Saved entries
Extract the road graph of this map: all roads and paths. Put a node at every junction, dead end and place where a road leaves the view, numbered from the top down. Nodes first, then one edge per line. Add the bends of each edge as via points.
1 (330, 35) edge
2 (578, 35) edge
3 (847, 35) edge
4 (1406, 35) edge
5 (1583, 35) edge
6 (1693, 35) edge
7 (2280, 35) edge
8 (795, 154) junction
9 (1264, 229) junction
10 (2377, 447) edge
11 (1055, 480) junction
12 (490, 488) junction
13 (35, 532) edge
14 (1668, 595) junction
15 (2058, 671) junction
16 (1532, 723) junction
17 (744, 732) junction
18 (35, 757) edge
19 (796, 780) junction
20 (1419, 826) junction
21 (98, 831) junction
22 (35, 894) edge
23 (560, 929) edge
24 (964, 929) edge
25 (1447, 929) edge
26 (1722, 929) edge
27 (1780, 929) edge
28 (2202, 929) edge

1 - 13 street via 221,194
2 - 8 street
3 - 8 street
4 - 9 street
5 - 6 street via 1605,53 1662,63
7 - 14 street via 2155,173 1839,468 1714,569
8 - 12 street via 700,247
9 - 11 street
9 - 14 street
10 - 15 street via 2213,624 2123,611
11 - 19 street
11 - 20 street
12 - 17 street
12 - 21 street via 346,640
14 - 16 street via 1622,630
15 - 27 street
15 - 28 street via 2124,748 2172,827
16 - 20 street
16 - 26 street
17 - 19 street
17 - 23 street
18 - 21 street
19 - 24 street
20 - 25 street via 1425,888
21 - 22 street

Task → Every record here must be output exactly, word for word.

Task output →
Extract the road graph of this map: all roads and paths. Put a node at every junction, dead end and place where a road leaves the view, numbered from the top down. Nodes first, then one edge per line. Add the bends of each edge as via points.
1 (330, 35) edge
2 (578, 35) edge
3 (847, 35) edge
4 (1406, 35) edge
5 (1583, 35) edge
6 (1693, 35) edge
7 (2280, 35) edge
8 (795, 154) junction
9 (1264, 229) junction
10 (2377, 447) edge
11 (1055, 480) junction
12 (490, 488) junction
13 (35, 532) edge
14 (1668, 595) junction
15 (2058, 671) junction
16 (1532, 723) junction
17 (744, 732) junction
18 (35, 757) edge
19 (796, 780) junction
20 (1419, 826) junction
21 (98, 831) junction
22 (35, 894) edge
23 (560, 929) edge
24 (964, 929) edge
25 (1447, 929) edge
26 (1722, 929) edge
27 (1780, 929) edge
28 (2202, 929) edge

1 - 13 street via 221,194
2 - 8 street
3 - 8 street
4 - 9 street
5 - 6 street via 1605,53 1662,63
7 - 14 street via 2155,173 1839,468 1714,569
8 - 12 street via 700,247
9 - 11 street
9 - 14 street
10 - 15 street via 2213,624 2123,611
11 - 19 street
11 - 20 street
12 - 17 street
12 - 21 street via 346,640
14 - 16 street via 1622,630
15 - 27 street
15 - 28 street via 2124,748 2172,827
16 - 20 street
16 - 26 street
17 - 19 street
17 - 23 street
18 - 21 street
19 - 24 street
20 - 25 street via 1425,888
21 - 22 street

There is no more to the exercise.